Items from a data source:
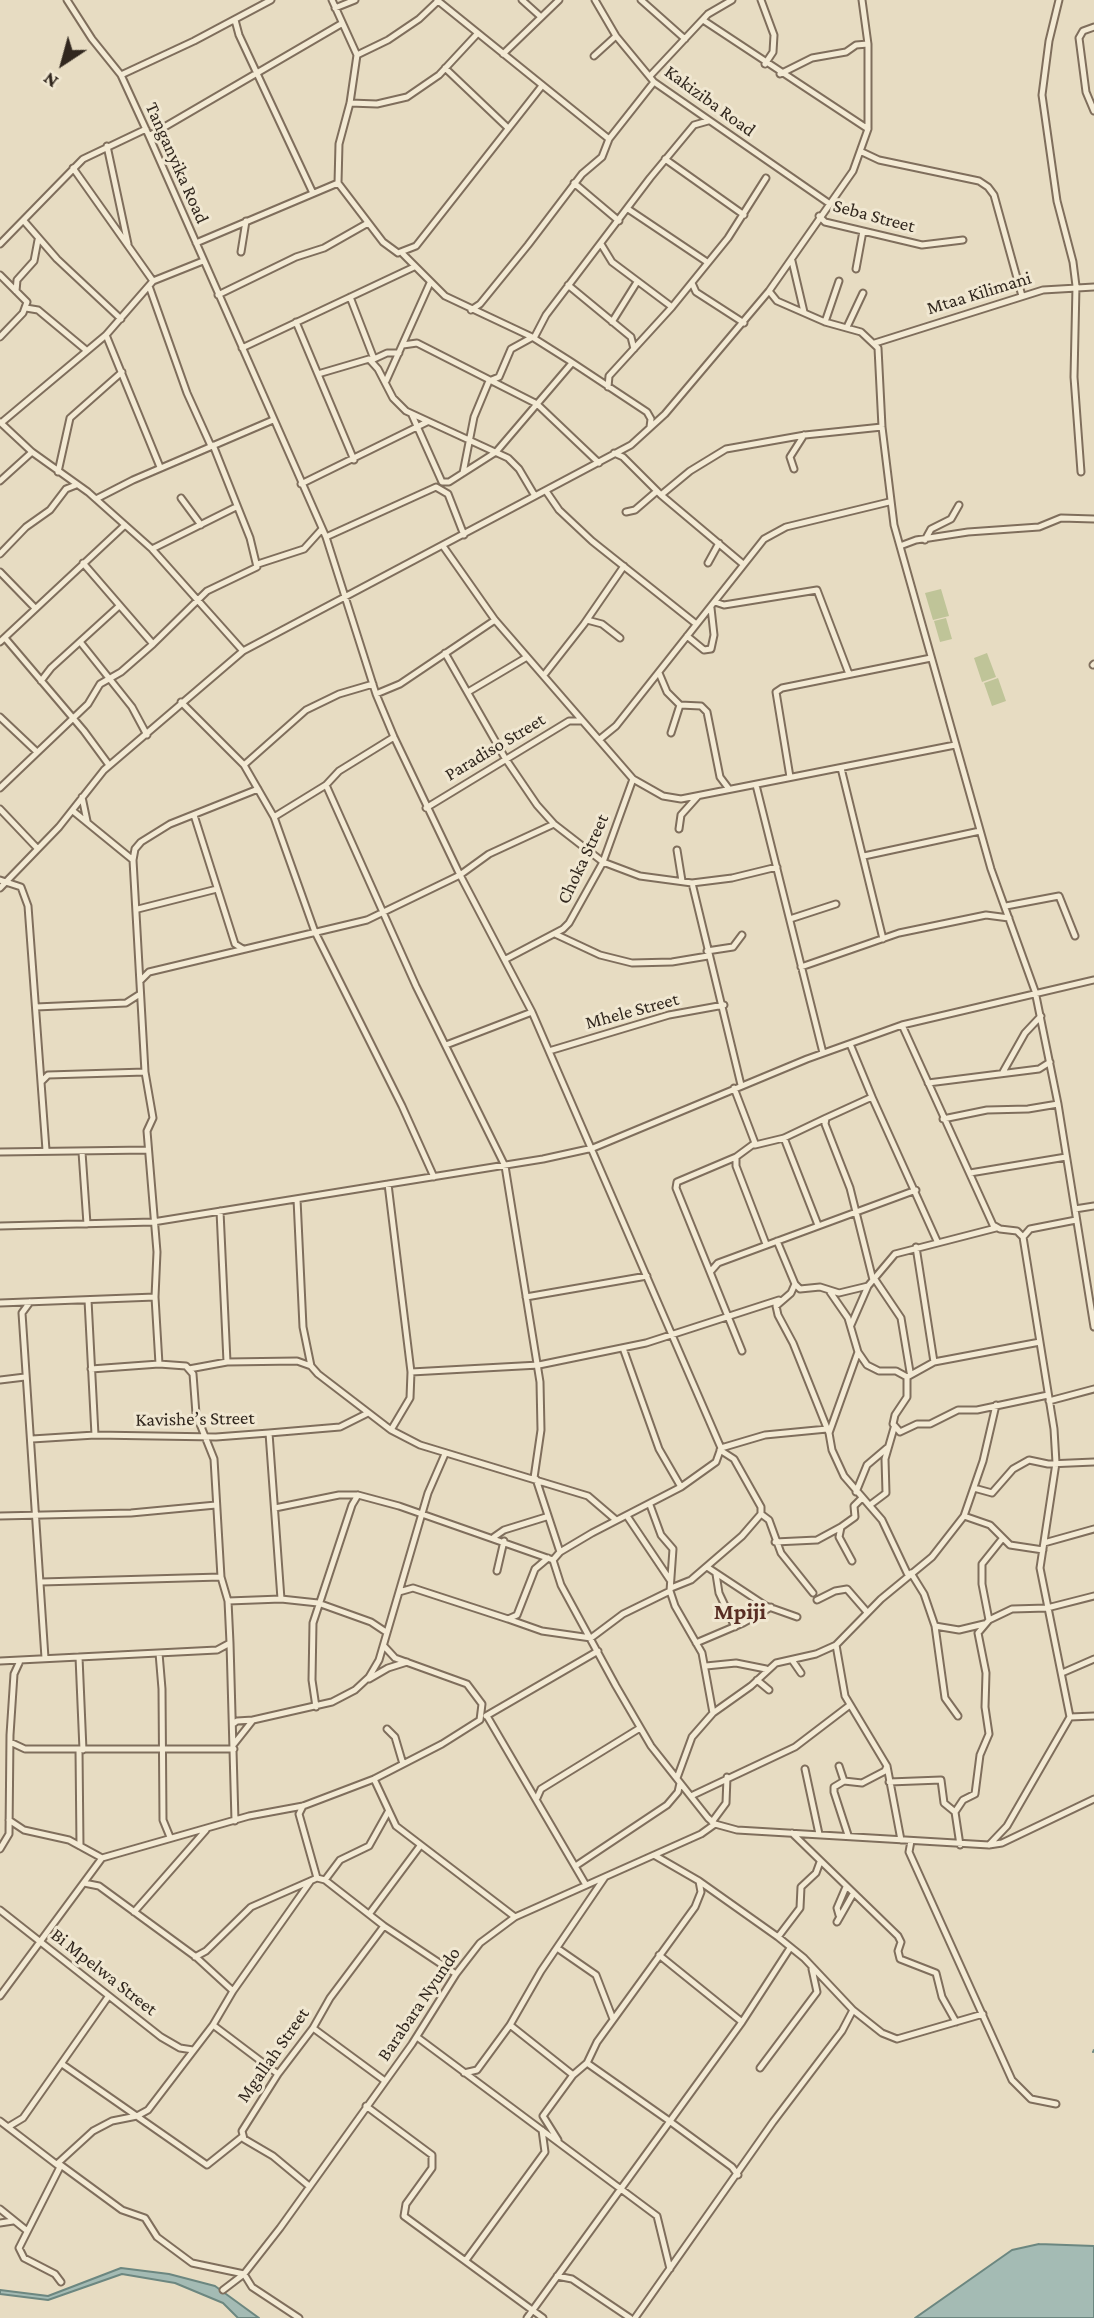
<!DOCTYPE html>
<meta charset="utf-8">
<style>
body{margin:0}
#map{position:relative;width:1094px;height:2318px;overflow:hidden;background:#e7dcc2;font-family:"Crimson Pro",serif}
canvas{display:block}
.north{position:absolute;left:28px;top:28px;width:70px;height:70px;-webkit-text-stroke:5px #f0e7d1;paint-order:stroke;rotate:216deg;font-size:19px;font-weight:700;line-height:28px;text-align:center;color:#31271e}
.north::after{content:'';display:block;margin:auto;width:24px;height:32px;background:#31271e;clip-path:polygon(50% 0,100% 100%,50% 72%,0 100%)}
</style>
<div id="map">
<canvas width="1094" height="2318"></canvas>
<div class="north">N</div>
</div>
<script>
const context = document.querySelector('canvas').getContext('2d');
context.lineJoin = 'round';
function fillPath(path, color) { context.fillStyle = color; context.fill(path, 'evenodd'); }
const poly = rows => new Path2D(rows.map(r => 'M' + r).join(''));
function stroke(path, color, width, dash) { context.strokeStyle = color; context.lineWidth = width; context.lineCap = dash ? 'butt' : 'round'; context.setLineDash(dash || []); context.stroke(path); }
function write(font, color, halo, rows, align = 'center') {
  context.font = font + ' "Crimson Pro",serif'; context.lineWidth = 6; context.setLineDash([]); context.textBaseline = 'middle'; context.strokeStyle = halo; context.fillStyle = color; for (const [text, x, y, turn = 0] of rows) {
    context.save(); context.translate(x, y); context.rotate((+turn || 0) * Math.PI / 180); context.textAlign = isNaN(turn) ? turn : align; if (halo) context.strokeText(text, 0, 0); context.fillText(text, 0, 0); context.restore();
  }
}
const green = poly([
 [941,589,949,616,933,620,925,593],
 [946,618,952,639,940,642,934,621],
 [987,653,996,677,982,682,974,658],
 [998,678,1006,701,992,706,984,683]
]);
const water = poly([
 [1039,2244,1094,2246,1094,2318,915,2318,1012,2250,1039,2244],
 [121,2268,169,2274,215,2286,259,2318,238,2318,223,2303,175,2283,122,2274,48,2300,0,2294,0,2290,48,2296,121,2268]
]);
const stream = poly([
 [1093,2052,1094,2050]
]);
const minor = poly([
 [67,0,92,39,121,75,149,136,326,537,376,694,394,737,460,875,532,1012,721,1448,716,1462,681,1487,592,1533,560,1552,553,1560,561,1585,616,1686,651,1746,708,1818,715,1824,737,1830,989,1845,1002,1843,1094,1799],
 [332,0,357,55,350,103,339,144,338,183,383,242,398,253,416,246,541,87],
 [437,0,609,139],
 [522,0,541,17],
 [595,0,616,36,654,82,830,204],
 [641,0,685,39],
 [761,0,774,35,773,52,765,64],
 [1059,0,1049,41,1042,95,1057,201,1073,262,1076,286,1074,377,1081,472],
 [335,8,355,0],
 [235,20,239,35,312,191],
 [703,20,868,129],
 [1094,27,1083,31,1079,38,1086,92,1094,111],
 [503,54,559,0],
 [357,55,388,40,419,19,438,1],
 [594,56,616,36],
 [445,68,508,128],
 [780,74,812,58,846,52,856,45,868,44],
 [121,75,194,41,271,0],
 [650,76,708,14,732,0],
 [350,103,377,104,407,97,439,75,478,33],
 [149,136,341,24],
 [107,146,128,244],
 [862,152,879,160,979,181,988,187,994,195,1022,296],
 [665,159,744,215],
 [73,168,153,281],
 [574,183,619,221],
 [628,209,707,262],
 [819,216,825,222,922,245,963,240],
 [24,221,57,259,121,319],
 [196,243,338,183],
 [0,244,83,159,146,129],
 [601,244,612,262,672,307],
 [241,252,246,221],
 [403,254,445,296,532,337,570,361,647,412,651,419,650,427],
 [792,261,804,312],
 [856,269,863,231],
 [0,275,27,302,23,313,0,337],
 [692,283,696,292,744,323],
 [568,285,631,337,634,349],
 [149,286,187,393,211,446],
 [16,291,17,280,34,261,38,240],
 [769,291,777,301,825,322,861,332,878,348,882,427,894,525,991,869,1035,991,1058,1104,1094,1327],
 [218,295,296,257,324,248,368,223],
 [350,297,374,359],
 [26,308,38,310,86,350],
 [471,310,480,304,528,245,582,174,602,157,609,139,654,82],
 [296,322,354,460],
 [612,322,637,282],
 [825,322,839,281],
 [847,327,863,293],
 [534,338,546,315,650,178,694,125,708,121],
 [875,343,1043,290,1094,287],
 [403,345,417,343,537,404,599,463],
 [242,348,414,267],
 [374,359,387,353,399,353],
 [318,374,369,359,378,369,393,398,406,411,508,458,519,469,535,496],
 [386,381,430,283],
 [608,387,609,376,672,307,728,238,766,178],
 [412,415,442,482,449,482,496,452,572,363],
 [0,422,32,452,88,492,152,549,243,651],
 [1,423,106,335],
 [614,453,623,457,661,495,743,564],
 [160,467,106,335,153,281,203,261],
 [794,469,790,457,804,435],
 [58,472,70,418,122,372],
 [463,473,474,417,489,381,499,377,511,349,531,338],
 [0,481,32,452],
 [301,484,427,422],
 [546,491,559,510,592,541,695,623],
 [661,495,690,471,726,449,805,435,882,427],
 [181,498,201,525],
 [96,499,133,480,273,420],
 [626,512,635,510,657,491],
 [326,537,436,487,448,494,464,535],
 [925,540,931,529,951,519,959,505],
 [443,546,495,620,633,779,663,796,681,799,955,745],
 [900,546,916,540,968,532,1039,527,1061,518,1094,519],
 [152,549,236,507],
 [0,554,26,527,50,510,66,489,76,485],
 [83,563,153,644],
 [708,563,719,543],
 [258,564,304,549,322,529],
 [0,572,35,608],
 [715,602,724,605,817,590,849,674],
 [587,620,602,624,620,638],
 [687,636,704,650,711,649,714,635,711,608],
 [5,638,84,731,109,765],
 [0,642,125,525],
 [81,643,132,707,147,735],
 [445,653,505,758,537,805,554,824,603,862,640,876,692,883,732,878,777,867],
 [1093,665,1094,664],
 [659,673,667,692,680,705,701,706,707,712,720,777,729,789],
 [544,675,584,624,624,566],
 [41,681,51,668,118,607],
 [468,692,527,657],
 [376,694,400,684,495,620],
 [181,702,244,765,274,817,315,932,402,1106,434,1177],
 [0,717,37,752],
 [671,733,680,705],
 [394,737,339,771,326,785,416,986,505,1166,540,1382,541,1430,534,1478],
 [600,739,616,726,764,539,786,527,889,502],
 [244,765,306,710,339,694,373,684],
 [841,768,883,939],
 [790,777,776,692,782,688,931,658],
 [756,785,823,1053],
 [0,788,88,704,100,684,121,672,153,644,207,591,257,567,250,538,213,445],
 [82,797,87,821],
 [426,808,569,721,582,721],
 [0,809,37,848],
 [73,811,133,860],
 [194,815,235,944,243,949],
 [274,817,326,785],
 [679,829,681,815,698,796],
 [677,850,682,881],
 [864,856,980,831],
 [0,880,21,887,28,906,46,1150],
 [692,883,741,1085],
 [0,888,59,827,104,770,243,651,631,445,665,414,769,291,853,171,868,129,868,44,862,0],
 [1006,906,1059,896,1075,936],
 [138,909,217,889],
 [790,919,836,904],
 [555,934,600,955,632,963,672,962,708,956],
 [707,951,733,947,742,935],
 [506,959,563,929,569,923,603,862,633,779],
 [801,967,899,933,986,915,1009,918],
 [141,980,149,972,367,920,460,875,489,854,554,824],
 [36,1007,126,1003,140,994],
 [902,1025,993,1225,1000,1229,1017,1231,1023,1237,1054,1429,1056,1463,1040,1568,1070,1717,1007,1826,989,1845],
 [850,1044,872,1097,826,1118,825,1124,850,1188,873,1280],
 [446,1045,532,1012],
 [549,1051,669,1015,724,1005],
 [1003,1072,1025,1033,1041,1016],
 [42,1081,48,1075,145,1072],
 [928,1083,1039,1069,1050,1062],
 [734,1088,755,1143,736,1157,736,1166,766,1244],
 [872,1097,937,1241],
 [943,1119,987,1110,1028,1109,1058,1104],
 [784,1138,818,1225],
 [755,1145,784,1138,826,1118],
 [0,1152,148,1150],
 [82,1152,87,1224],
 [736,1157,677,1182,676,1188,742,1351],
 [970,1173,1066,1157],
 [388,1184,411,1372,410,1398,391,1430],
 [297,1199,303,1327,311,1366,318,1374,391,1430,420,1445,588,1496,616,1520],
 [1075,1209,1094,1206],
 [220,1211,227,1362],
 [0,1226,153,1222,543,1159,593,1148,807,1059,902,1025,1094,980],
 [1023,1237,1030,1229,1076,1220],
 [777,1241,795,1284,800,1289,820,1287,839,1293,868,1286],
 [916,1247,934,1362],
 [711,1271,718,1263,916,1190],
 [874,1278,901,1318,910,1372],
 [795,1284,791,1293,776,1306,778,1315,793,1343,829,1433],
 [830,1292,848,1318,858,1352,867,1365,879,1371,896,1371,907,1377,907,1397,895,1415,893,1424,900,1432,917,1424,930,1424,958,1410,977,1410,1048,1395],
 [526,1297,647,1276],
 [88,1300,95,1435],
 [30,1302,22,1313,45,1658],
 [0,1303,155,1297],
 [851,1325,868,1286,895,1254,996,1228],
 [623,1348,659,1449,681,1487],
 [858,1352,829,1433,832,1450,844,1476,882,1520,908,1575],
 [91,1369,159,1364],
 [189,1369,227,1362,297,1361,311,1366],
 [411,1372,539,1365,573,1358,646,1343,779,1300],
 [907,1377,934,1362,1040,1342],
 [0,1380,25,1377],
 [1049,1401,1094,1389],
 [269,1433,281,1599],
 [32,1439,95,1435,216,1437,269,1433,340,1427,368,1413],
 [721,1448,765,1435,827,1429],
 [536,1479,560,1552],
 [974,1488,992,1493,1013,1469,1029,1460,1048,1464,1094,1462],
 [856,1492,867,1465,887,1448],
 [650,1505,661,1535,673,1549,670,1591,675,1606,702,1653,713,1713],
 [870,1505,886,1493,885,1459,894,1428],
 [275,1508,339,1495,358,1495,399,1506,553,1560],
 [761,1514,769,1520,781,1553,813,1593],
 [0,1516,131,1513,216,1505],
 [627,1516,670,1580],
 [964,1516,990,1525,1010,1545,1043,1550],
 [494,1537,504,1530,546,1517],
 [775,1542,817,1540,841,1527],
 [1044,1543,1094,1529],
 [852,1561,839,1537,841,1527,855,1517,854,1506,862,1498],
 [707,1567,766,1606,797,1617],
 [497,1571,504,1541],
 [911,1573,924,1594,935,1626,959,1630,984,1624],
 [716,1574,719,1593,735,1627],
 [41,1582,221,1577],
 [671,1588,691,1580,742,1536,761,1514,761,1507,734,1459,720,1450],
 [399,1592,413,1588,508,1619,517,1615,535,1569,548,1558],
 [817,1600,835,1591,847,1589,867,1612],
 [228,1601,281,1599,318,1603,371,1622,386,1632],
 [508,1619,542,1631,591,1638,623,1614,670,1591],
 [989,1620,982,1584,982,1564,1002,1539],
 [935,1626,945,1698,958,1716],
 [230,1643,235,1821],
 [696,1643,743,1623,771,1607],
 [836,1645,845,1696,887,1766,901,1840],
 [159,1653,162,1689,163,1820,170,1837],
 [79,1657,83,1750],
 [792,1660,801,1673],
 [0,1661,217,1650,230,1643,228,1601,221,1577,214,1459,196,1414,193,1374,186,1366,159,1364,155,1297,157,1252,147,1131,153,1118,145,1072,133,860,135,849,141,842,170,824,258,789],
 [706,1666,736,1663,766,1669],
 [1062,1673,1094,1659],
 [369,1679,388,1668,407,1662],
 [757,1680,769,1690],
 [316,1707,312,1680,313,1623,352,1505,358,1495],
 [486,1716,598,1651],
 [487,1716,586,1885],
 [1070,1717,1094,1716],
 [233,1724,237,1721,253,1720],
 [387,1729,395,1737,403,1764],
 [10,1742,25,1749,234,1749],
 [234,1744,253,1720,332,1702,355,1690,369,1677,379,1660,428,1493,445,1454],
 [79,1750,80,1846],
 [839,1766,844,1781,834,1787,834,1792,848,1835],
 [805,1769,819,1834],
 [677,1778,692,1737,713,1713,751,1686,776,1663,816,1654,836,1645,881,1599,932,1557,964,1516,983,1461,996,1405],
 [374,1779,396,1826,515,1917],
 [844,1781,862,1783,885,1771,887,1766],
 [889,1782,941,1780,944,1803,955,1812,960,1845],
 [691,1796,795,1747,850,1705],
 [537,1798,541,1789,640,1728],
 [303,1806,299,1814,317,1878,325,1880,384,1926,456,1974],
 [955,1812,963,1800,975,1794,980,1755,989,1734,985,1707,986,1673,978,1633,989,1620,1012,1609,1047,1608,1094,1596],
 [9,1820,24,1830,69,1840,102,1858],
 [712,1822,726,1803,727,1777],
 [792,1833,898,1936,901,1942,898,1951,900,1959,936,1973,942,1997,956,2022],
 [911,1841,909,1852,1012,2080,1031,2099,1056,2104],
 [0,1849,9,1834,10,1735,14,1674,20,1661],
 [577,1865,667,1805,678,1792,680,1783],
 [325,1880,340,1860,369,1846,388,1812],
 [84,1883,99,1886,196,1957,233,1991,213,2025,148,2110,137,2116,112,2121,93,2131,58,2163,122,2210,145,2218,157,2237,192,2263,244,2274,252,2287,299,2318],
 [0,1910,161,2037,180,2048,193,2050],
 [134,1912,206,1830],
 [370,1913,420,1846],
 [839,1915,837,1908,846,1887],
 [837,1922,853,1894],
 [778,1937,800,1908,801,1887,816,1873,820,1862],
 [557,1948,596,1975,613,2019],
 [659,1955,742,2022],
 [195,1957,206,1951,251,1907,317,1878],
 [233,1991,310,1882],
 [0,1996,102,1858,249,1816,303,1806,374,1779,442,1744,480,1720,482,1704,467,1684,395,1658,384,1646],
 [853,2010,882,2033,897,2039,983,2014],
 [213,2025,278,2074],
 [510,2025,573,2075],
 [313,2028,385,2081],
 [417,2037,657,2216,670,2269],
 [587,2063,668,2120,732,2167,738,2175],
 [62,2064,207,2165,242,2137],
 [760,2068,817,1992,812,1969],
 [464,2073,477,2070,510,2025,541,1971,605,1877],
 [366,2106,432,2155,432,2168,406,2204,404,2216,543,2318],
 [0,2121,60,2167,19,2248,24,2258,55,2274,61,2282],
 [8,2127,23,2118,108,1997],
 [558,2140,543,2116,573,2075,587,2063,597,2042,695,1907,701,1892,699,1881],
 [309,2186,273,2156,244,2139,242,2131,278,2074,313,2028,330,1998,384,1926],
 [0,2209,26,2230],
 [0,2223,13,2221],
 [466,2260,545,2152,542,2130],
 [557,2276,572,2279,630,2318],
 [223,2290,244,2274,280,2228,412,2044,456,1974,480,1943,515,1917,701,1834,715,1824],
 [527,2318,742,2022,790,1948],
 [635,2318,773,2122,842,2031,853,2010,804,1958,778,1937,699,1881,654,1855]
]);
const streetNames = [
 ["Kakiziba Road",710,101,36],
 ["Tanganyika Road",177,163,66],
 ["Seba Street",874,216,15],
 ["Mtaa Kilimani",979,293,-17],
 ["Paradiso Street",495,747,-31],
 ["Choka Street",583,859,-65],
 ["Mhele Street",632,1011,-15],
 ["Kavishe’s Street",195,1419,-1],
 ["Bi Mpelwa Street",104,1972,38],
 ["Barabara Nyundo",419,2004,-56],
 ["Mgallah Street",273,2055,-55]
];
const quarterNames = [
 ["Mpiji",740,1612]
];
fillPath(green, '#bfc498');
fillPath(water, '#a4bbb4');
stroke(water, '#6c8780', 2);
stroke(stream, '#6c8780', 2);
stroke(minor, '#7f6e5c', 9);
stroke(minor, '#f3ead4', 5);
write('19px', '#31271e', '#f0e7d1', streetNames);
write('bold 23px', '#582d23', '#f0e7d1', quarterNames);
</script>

*Action item:* Pull every line containing the string "setLineDash" out of the data above and copy it.

*Written answer:*
function stroke(path, color, width, dash) { context.strokeStyle = color; context.lineWidth = width; context.lineCap = dash ? 'butt' : 'round'; context.setLineDash(dash || []); context.stroke(path); }
  context.font = font + ' "Crimson Pro",serif'; context.lineWidth = 6; context.setLineDash([]); context.textBaseline = 'middle'; context.strokeStyle = halo; context.fillStyle = color; for (const [text, x, y, turn = 0] of rows) {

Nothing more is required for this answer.